Favorite places can change, for better and for worse
Whether you grew up in a city, small town or on a farm, there were always changes. Sometimes you noticed them, and sometimes you even embraced them.
As time went on, you might have reflected on how things had changed — remembering sledding down a street that now has too much traffic, or a park where you played ball that seems so much smaller now. These can be fond memories. But expecting the place where you grew up to still resemble the place you loved after being gone for 30 or 40 years is just plain nonsense.
I recently moved to Oregon and heard people say how crowded the Portland area has become. It doesn't seem all that crowded to me, but I've been here only two years. What do I know?
Well, I recently had the opportunity to go back to the place where I grew up, married and stayed for three more years before venturing off to live in states I had never even visited. After about 40 years of living here, there and everywhere, I decided I'd like to go back home for a visit. Now I know what Portlanders are talking about! And now I know why a lot of us "older folk" get crotchety.

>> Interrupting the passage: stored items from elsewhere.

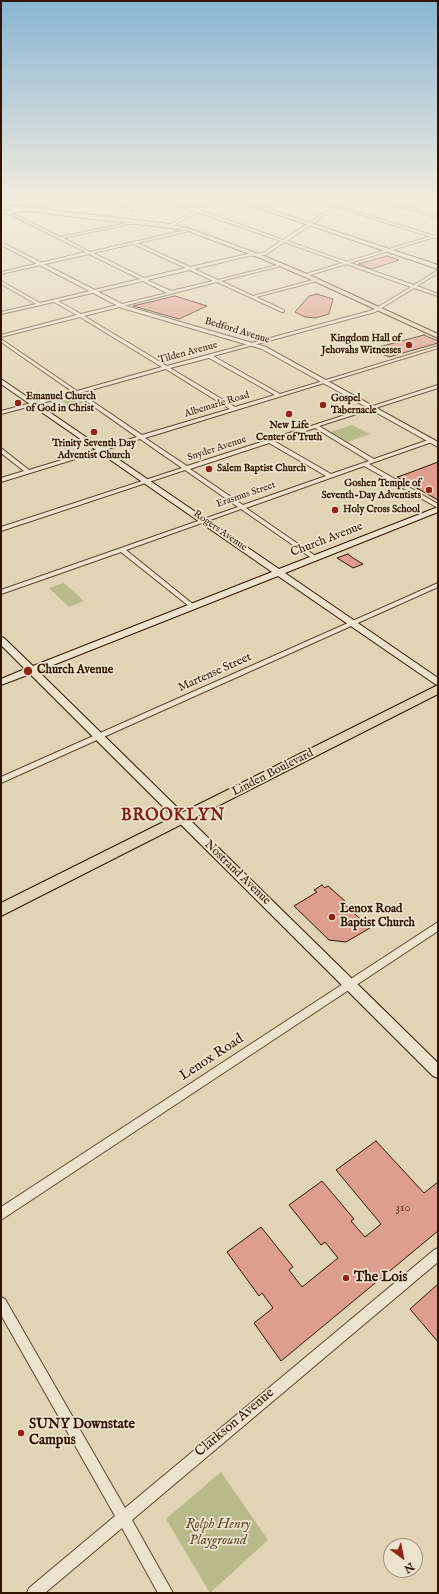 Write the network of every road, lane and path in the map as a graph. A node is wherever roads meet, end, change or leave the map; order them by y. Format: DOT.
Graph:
graph roads {
  1 [pos="63,275"];
  2 [pos="136,275"];
  3 [pos="164,275"];
  4 [pos="205,275"];
  5 [pos="239,275"];
  6 [pos="305,275"];
  7 [pos="381,275"];
  8 [pos="431,275"];
  9 [pos="145,280"];
  10 [pos="316,280"];
  11 [pos="217,281"];
  12 [pos="1,282"];
  13 [pos="413,287"];
  14 [pos="94,292"];
  15 [pos="171,293"];
  16 [pos="438,295"];
  17 [pos="253,297"];
  18 [pos="56,301"];
  19 [pos="40,304"];
  20 [pos="120,305"];
  21 [pos="379,309"];
  22 [pos="282,311"];
  23 [pos="1,313"];
  24 [pos="80,316"];
  25 [pos="437,335"];
  26 [pos="1,336"];
  27 [pos="1,340"];
  28 [pos="254,344"];
  29 [pos="438,347"];
  30 [pos="209,356"];
  31 [pos="166,368"];
  32 [pos="1,381"];
  33 [pos="324,381"];
  34 [pos="438,386"];
  35 [pos="76,392"];
  36 [pos="279,395"];
  37 [pos="34,404"];
  38 [pos="371,408"];
  39 [pos="234,409"];
  40 [pos="1,413"];
  41 [pos="315,426"];
  42 [pos="141,437"];
  43 [pos="270,441"];
  44 [pos="430,441"];
  45 [pos="438,445"];
  46 [pos="101,449"];
  47 [pos="1,450"];
  48 [pos="374,461"];
  49 [pos="364,464"];
  50 [pos="186,468"];
  51 [pos="29,472"];
  52 [pos="330,476"];
  53 [pos="1,480"];
  54 [pos="147,481"];
  55 [pos="438,506"];
  56 [pos="242,507"];
  57 [pos="438,509"];
  58 [pos="204,521"];
  59 [pos="1,529"];
  60 [pos="122,550"];
  61 [pos="315,558"];
  62 [pos="279,572"];
  63 [pos="438,585"];
  64 [pos="1,592"];
  65 [pos="192,606"];
  66 [pos="353,623"];
  67 [pos="1,640"];
  68 [pos="31,670"];
  69 [pos="1,682"];
  70 [pos="438,682"];
  71 [pos="438,690"];
  72 [pos="98,737"];
  73 [pos="1,780"];
  74 [pos="182,819"];
  75 [pos="1,910"];
  76 [pos="438,926"];
  77 [pos="349,984"];
  78 [pos="438,1072"];
  79 [pos="1,1214"];
  80 [pos="438,1254"];
  81 [pos="1,1303"];
  82 [pos="122,1518"];
  83 [pos="34,1593"];
  84 [pos="166,1593"];
  1 -- 14 [label="street, Bedford Avenue"];
  2 -- 9 [label="street"];
  3 -- 9 [label="street"];
  4 -- 11 [label="street"];
  5 -- 11 [label="street"];
  6 -- 10 [label="main road"];
  7 -- 13 [label="street"];
  8 -- 13 [label="street, Tilden Avenue"];
  9 -- 14 [label="street"];
  9 -- 15 [label="street"];
  10 -- 17 [label="street"];
  10 -- 21 [label="main road"];
  11 -- 15 [label="street"];
  11 -- 17 [label="street"];
  12 -- 19 [label="street"];
  13 -- 16 [label="street"];
  13 -- 21 [label="street, Tilden Avenue"];
  14 -- 18 [label="street"];
  14 -- 20 [label="street, Bedford Avenue"];
  15 -- 20 [label="street"];
  17 -- 22 [label="street"];
  18 -- 19 [label="street"];
  18 -- 24 [label="street"];
  19 -- 23 [label="street"];
  20 -- 24 [label="street"];
  20 -- 28 [label="street, Bedford Avenue"];
  21 -- 25 [label="main road"];
  21 -- 28 [label="street, Tilden Avenue"];
  24 -- 26 [label="street"];
  24 -- 31 [label="street"];
  27 -- 35 [label="street"];
  28 -- 30 [label="street, Tilden Avenue"];
  28 -- 33 [label="street, Bedford Avenue"];
  29 -- 33 [label="street, Albemarle Road"];
  30 -- 31 [label="street, Tilden Avenue"];
  30 -- 36 [label="street"];
  31 -- 35 [label="street, Tilden Avenue"];
  31 -- 39 [label="street"];
  32 -- 37 [label="main road, Rogers Avenue"];
  33 -- 36 [label="street, Albemarle Road"];
  33 -- 38 [label="street, Bedford Avenue"];
  34 -- 38 [label="street, Snyder Avenue"];
  35 -- 37 [label="street, Tilden Avenue"];
  35 -- 42 [label="street"];
  36 -- 39 [label="street, Albemarle Road"];
  37 -- 40 [label="street, Tilden Avenue"];
  37 -- 46 [label="main road, Rogers Avenue"];
  38 -- 41 [label="street, Snyder Avenue"];
  38 -- 44 [label="street, Bedford Avenue"];
  39 -- 42 [label="street, Albemarle Road"];
  41 -- 43 [label="street, Snyder Avenue"];
  41 -- 48 [label="street"];
  42 -- 46 [label="street, Albemarle Road"];
  42 -- 50 [label="street"];
  43 -- 50 [label="street, Snyder Avenue"];
  43 -- 52 [label="street"];
  44 -- 45 [label="street, Bedford Avenue"];
  44 -- 48 [label="street, Erasmus Street"];
  46 -- 51 [label="street, Albemarle Road"];
  46 -- 54 [label="main road, Rogers Avenue"];
  47 -- 51 [label="street"];
  48 -- 49 [label="street, Erasmus Street"];
  49 -- 52 [label="street, Erasmus Street"];
  49 -- 55 [label="street"];
  50 -- 54 [label="street, Snyder Avenue"];
  50 -- 56 [label="street"];
  51 -- 53 [label="street, Albemarle Road"];
  52 -- 56 [label="street, Erasmus Street"];
  54 -- 58 [label="main road, Rogers Avenue"];
  54 -- 59 [label="street, Snyder Avenue"];
  56 -- 58 [label="street, Erasmus Street"];
  56 -- 61 [label="street"];
  57 -- 61 [label="main road, Church Avenue"];
  58 -- 60 [label="street, Erasmus Street"];
  58 -- 62 [label="main road, Rogers Avenue"];
  60 -- 64 [label="street, Erasmus Street"];
  60 -- 65 [label="street"];
  61 -- 62 [label="main road, Church Avenue"];
  62 -- 65 [label="main road, Church Avenue"];
  62 -- 66 [label="main road, Rogers Avenue"];
  63 -- 66 [label="street, Martense Street"];
  65 -- 68 [label="main road, Church Avenue"];
  66 -- 70 [label="main road, Rogers Avenue"];
  66 -- 72 [label="street, Martense Street"];
  67 -- 68 [label="main road, Nostrand Avenue"];
  68 -- 69 [label="main road, Church Avenue"];
  68 -- 72 [label="main road, Nostrand Avenue"];
  71 -- 74 [label="highway, Linden Boulevard"];
  72 -- 73 [label="street, Martense Street"];
  72 -- 74 [label="main road, Nostrand Avenue"];
  74 -- 75 [label="highway, Linden Boulevard"];
  74 -- 77 [label="main road, Nostrand Avenue"];
  76 -- 77 [label="street, Lenox Road"];
  77 -- 78 [label="main road, Nostrand Avenue"];
  77 -- 79 [label="street, Lenox Road"];
  80 -- 82 [label="street, Clarkson Avenue"];
  81 -- 82 [label="street"];
  82 -- 83 [label="street, Clarkson Avenue"];
  82 -- 84 [label="street"];
} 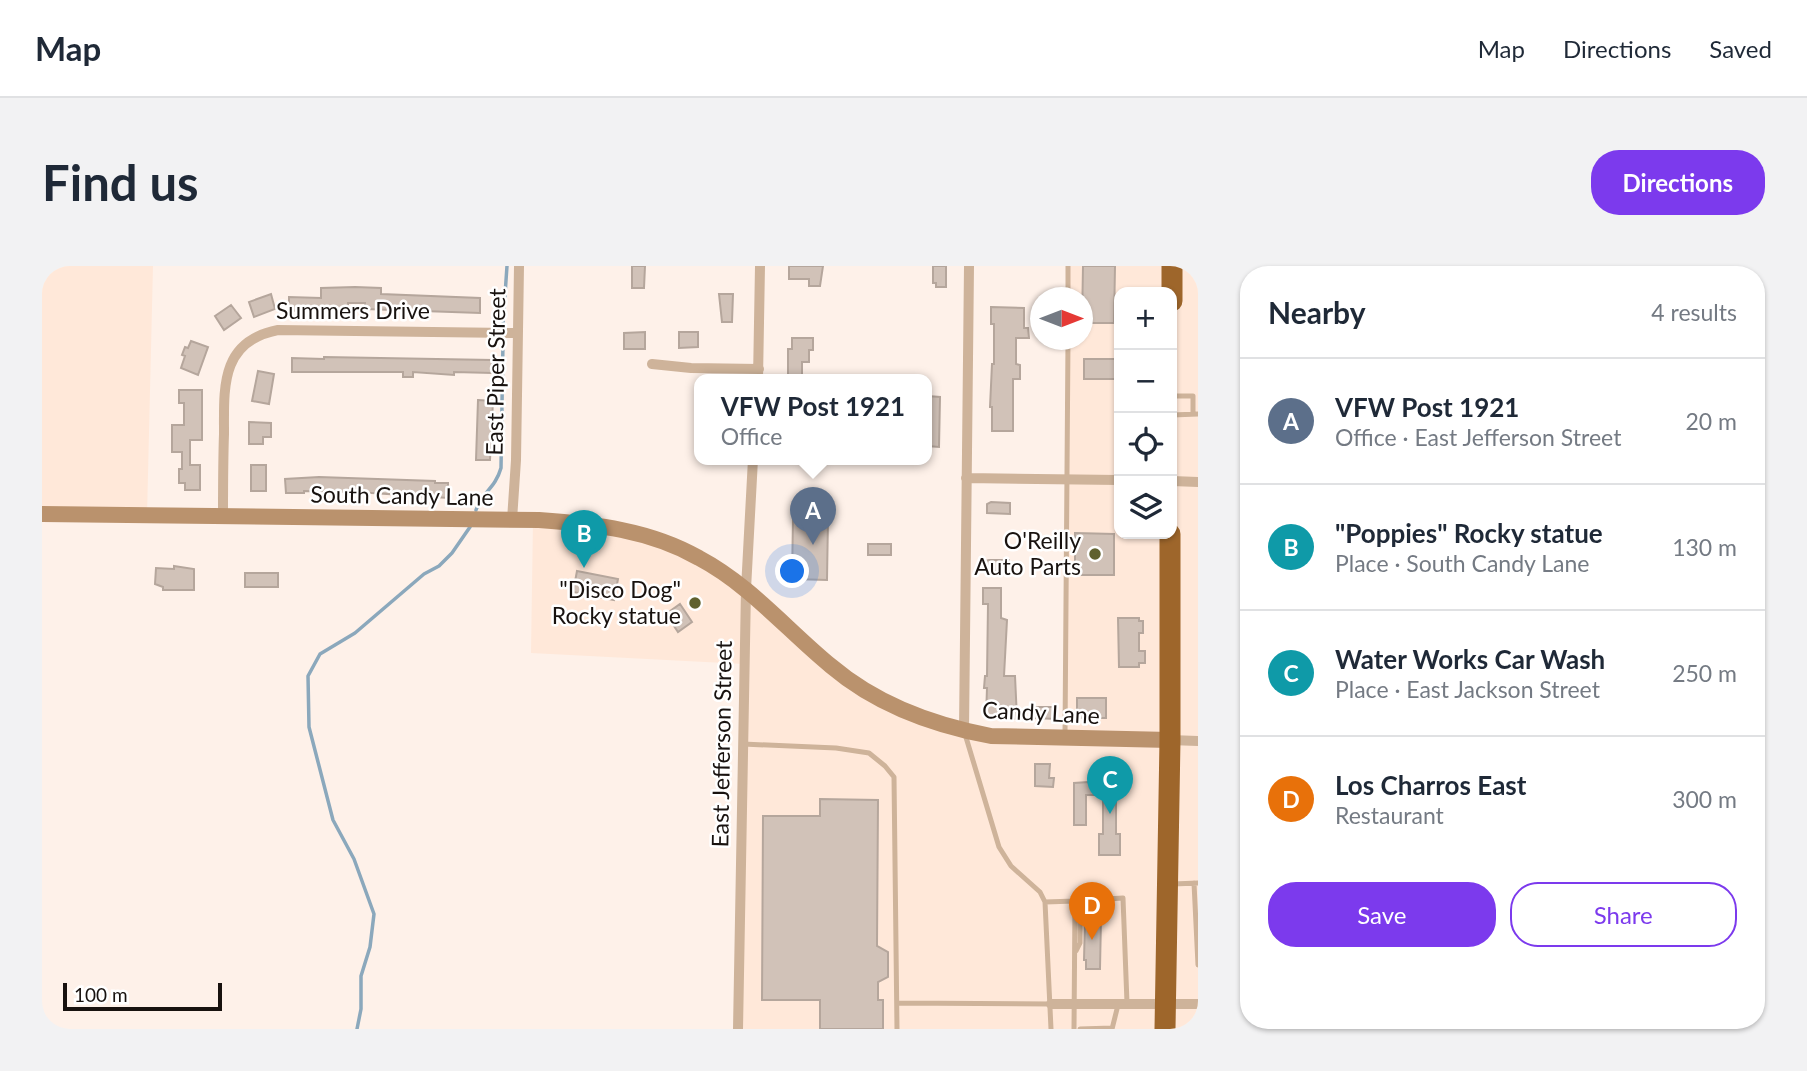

I was delighted to be invited to my childhood friend's surprise 75th birthday party, and even more delighted to catch up with another friend I hadn't seen for 50 years. She and her husband, who I had never met, invited me to stay with them during my visit. Joan hadn't changed a bit; I even recognized her at the airport. And her husband, Ed, is charming!
Having thoroughly enjoyed the party, Joan and I went off the following day to revisit the city we had both enjoyed in our 20s. Ed dropped us off close to the church where I had been married. I had wanted to walk up the steps and walk down the aisle if there was nothing going on. But there had been new construction close to the church that seemed to make everything look different — and the church doors were locked.
This was my first disappointment, and I must confess it made me a bit crotchety. I couldn't even locate the lovely old building where our reception had been held.
So we got on the subway and headed into the city. At least the subway hadn't changed much — just a bit overcrowded for a Sunday afternoon. We walked along the street that I had traveled to and from work for a couple of years. It looked familiar at first, but of course the stores had different names on them, the restaurants were different and even the bank on the corner had a new name. I had expected some changes, though, and was pretty much enjoying myself — but gosh there were alot of people!
After enjoying a delightful lunch in one of those new restaurants and checking to make sure the building my husband and I had lived in was still in good shape, we ventured off to a favorite garden park.
Everything continued to be quite lovely, and after meeting up with Joan's husband, we went off to the restaurant we had been ecstatic to discover was still going strong. All three of us remembered that it served the best manicotti any of us had ever had. And since it was a beautiful day, we were looking forward to sitting outside.
But the outside area was crowded — and very windy. So we went inside, only to find that there was no manicotti on the menu, or anything else that even resembled the menu of the restaurant whose name was still being used "in vain." So Ed got on his phone and called our second choice — a rather small, sophisticated place with a piano in the center of the dining room. He asked if we could make a reservation — it would only take us about 10 minutes to walk down. And then we heard him say, "Yes, I guess I am a little confused."
As it turns out, the restaurant is now only a place for special receptions. But another restaurant downstairs was open, and we didn't need a reservation. So off we went for a surprisingly delicious meal of fish and chips amid loud 80s music, lots of families and tourists who had headed there on purpose.
Yes, things had changed. But enjoying Cheers! topped off my last night in Boston.
So this crotchety old gal can accept that change just continues to happen, and that we can't expect all of our favorite places of the past to stay the same. But the moral to this tale? Don't stay away for long; visit your favorite places often if you can, and with an open mind when you do.
Donna Needham is a member of the Jottings group at the Lake Oswego Adult Community Center.